Lone female on the US team
Kintner, the lone female member of the team, confesses that the sport has taken its physical toll: She has competed with a knee injury that would end the career of many athletes. "It takes a certain type of person" to do BMX, she says.
Such as one who skydives, jumps from cliffs unbidden, and hurtles headlong down mountains on her bike – all activities that Kintner enjoys. But when she stands in the starting gate of the BMX track at the US training center in Chula Vista, Calif., she acknowledges she is scared.
"There are very few things that scare me," she says. "But these jumps, it's taken me awhile to build up the courage to do it. It's not easy for anyone."
Robinson agrees: "It's like doing a rollercoaster on a bike."
Bicycle Motocross, as it is officially called, has its origins in the garages of suburban America, where the forerunners of the sport took apart bicycles then reassembled them as the first dirt bikes. From those early days of the 1970s, BMX was essentially a revolt against an America of Little League and Pop Warner football.
"Not everyone likes to play baseball and football," says Robinson. "A lot of people associate [BMX] with the 'wild child' and people who like to go their own way."
This is precisely its allure for the IOC – a sport with a suburban edge, practiced on every neighborhood street corner. "We started jumping curbs as kids and it progressed to where we are now," says Kintner.
For BMX enthusiasts, the sport's Olympic debut couldn't have come too soon.
"I'm so happy to finally see it in the Olympics, because it's really that hard to do this," says James Bradley, a construction worker in Alpine, Calif., who came to see the US Olympic trials June 14. "Your physical and mental game have got to be 100 percent to do this."
BMX's introduction into the Olympics, however, has begun to change the culture of the sport. In the past, "I showed up at a race, got on my bike, and raced – there was no stretching out then or 'getting into the zone' or people experimenting with skin suits," says Kim Hayashi, a rider who missed making the Olympic team. "There are so many things I never associated with BMX that are now in play because of the Olympics."
She has hired a coach for her mental training. Four other BMX riders have been living here at the Chula Vista Olympic Training Center since January.

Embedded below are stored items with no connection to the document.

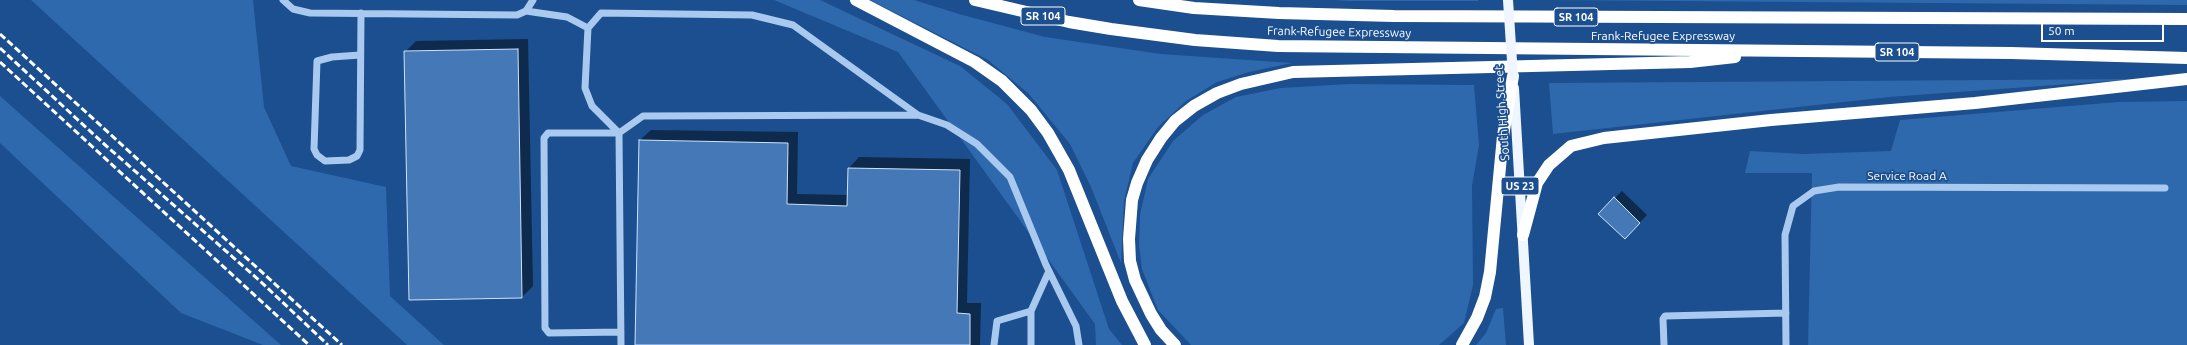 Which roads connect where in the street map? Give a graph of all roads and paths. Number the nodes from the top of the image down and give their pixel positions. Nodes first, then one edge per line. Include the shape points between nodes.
1 (283, 0) edge
2 (533, 0) edge
3 (856, 0) edge
4 (975, 0) edge
5 (1140, 0) edge
6 (1508, 0) edge
7 (526, 11) junction
8 (361, 13) junction
9 (2187, 19) edge
10 (588, 28) junction
11 (1784, 51) junction
12 (360, 55) junction
13 (2187, 58) edge
14 (1513, 76) junction
15 (2187, 79) edge
16 (918, 115) junction
17 (619, 133) junction
18 (2165, 188) dead end
19 (1523, 235) junction
20 (1049, 271) junction
21 (1031, 311) junction
22 (1786, 313) junction
23 (621, 332) junction
24 (621, 345) edge
25 (994, 345) edge
26 (1031, 345) edge
27 (1079, 345) edge
28 (1145, 345) edge
29 (1175, 345) edge
30 (1462, 345) edge
31 (1529, 345) edge
32 (1664, 345) edge
33 (1786, 345) edge

1 - 8 lane via 293,9 310,13
2 - 7 lane
3 - 28 highway via 975,62 1002,81 1031,110 1070,170 1122,302
4 - 11 highway, Frank-Refugee Expressway / SR 104 via 1069,22 1210,41 1278,46
5 - 9 highway, Frank-Refugee Expressway / SR 104 via 1194,8 1271,13 1394,16
6 - 14 main road, South High Street / US 23, bridge
7 - 8 lane via 517,15
7 - 10 lane via 567,17
8 - 12 lane
10 - 16 lane via 601,13 752,15 792,25
10 - 17 lane via 586,88 592,106
11 - 13 highway, Frank-Refugee Expressway / SR 104
11 - 29 highway via 1690,62 1293,72 1253,80 1217,93 1175,121 1161,138 1147,160 1132,200 1129,239 1130,261 1135,280 1151,314
12 - 12 lane via 360,150 357,156 349,160 325,161 314,149 317,61
14 - 19 main road, South High Street / US 23
14 - 30 highway via 1503,136 1489,278 1477,318
15 - 19 highway via 1975,103 1771,120 1604,138 1571,146 1549,165 1537,183
16 - 17 lane via 643,116
16 - 20 lane via 948,125 977,144 1010,177
17 - 23 lane
17 - 23 lane via 548,133 544,138 545,328 549,333
18 - 22 lane, Service Road A via 1839,187 1814,191 1793,206 1785,235
19 - 31 main road, South High Street / US 23
20 - 21 lane
20 - 27 lane via 1076,326
21 - 25 lane via 997,321
21 - 26 lane
22 - 32 lane via 1665,316
22 - 33 lane, Service Road A
23 - 24 lane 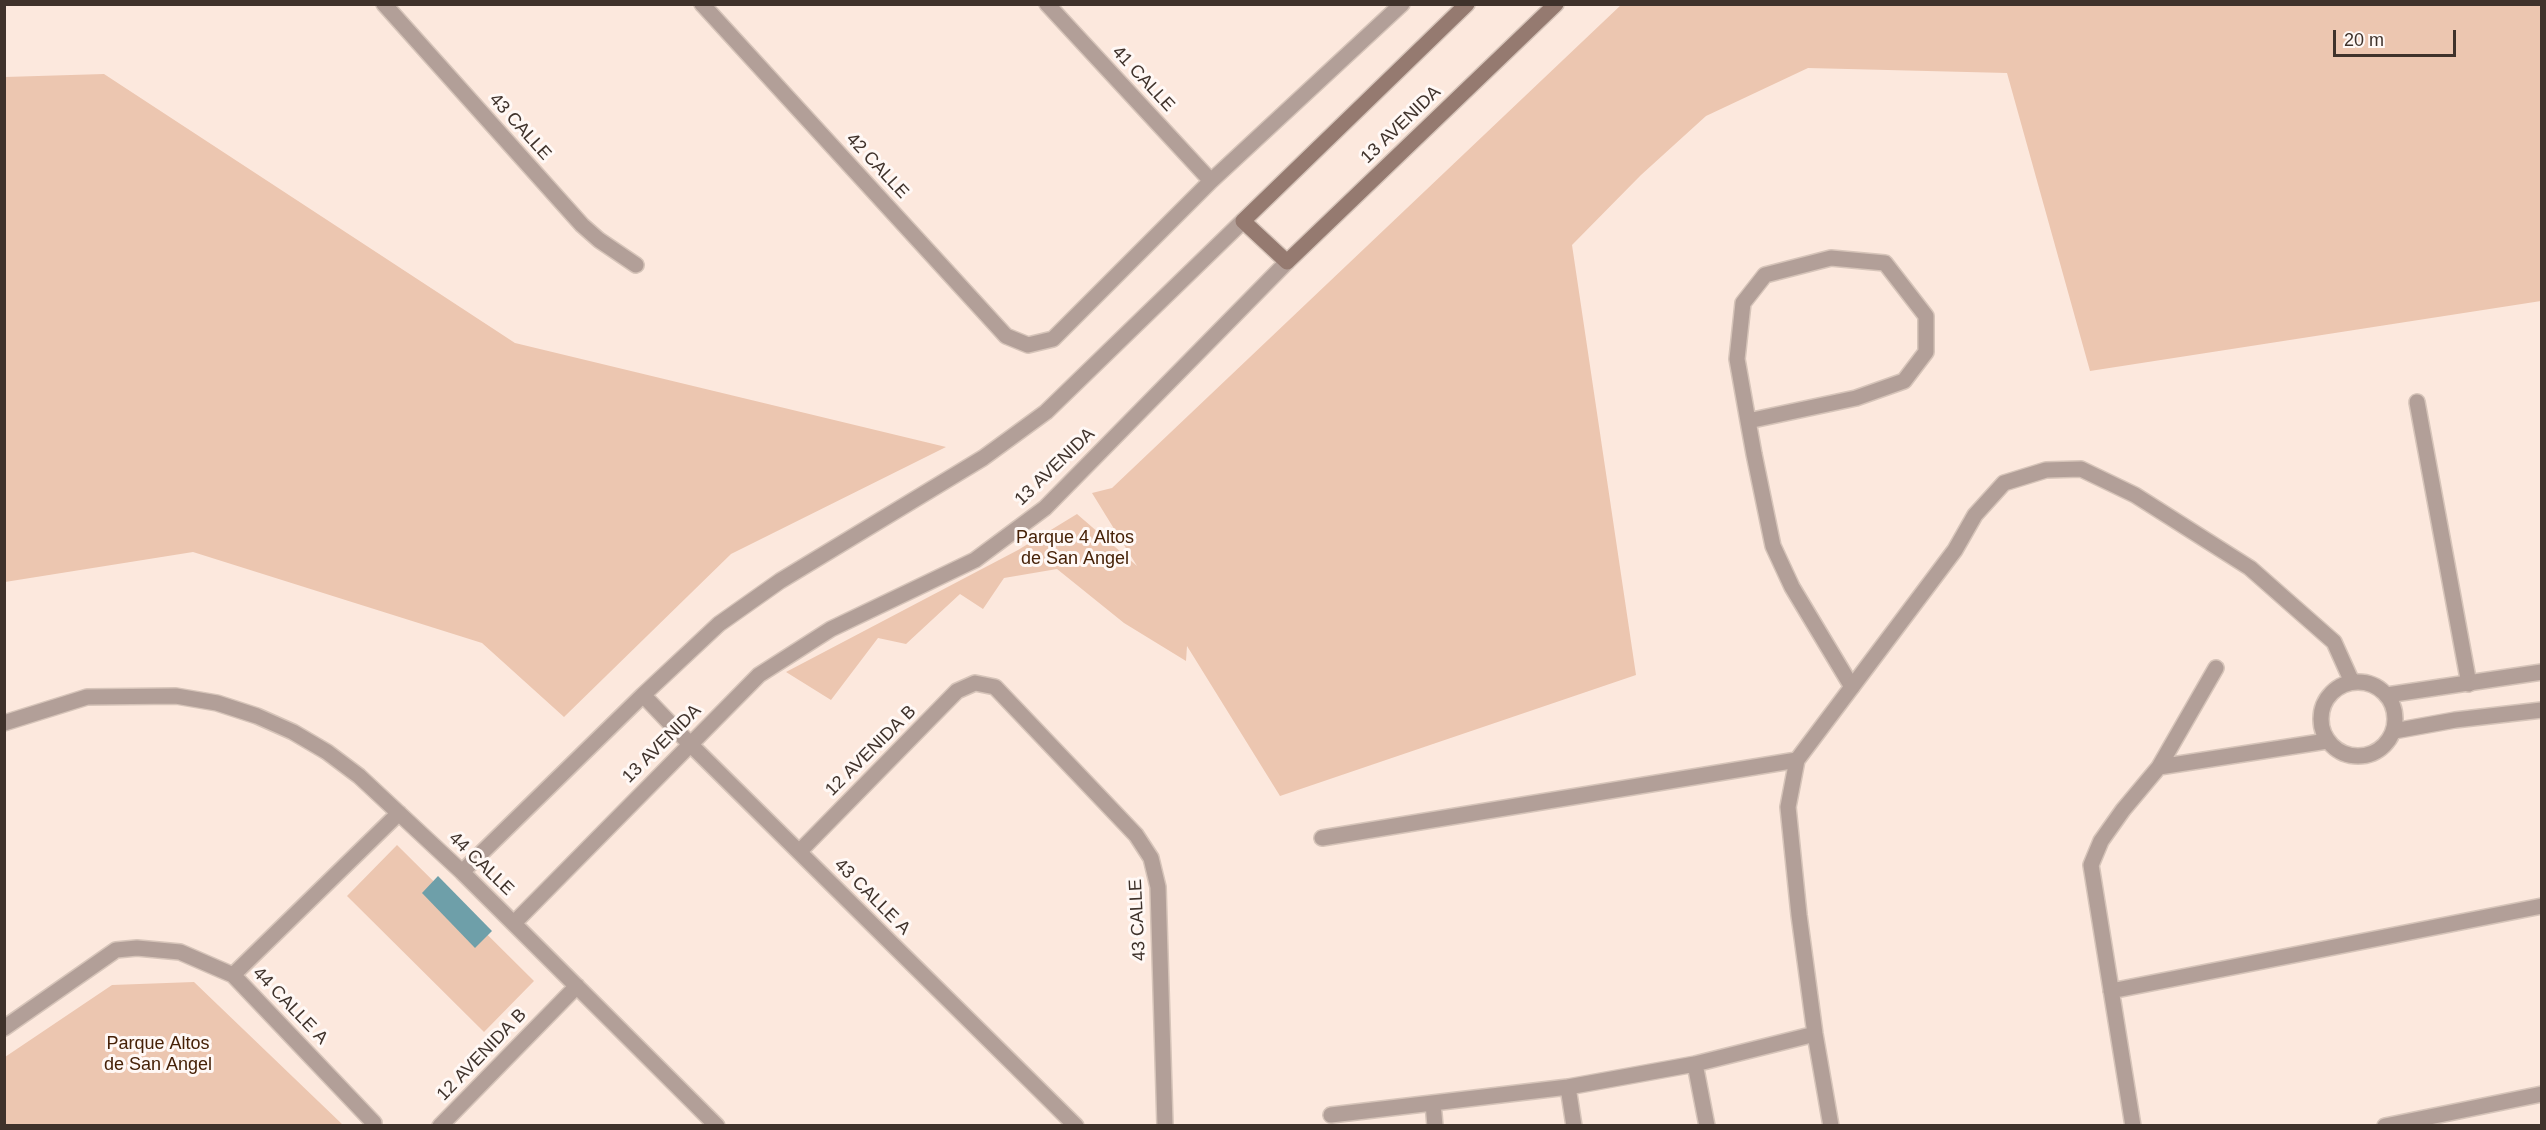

They train on its $500,000 replica of the Beijing track. In that time, there has been a cross-pollination of respect.
"I don't think I'd ever known an Olympian before," says Kintner, a Seattle native whose enthusiasm for the Games in past years has been limited mainly to fellow daredevils such as downhill skier Bode Miller. "But when you sit down and eat lunch with them and hear about their daily lives, it just takes on a whole new level of interest and support."
No freestyle – yet
Some question whether the IOC included the right form of BMX. While BMX racing is full of fathers – and mothers – who take up the sport as a way to find common ground with their teenage kids, BMX freestyle is the sport's cultural fringe.
They are the riders covered in tattoos who prowl skate parks after dark, click their heels in front of their handlebars while airborne, and celebrate their buddies' podium finishes by sending beer bottles whizzing over the heads of the crowd.
That, say insiders, is the sport the IOC was really after when it approached UCI for a Summer Games equivalent to snowboarding. But because freestyle didn't fall under the auspices of an international federation, it wasn't an option. Now, that's changing. Already, UCI has a signed a preliminary agreement of cooperation with BMX freestyle, and rumors are it will be on the program at the London Olympics in 2012.
For now, though, little can dampen the spirits of BMX racers excited about their sport's debut on the athletic world's glitziest stage. "When it was announced that [BMX racing] would be an Olympic sport, it just supercharged the sport," says Jerry Landrum, a white-haired, red-shoed, yellow-laced shaman of BMXmania.com. "This has taken it to a level I don't think any of us ever dreamed of."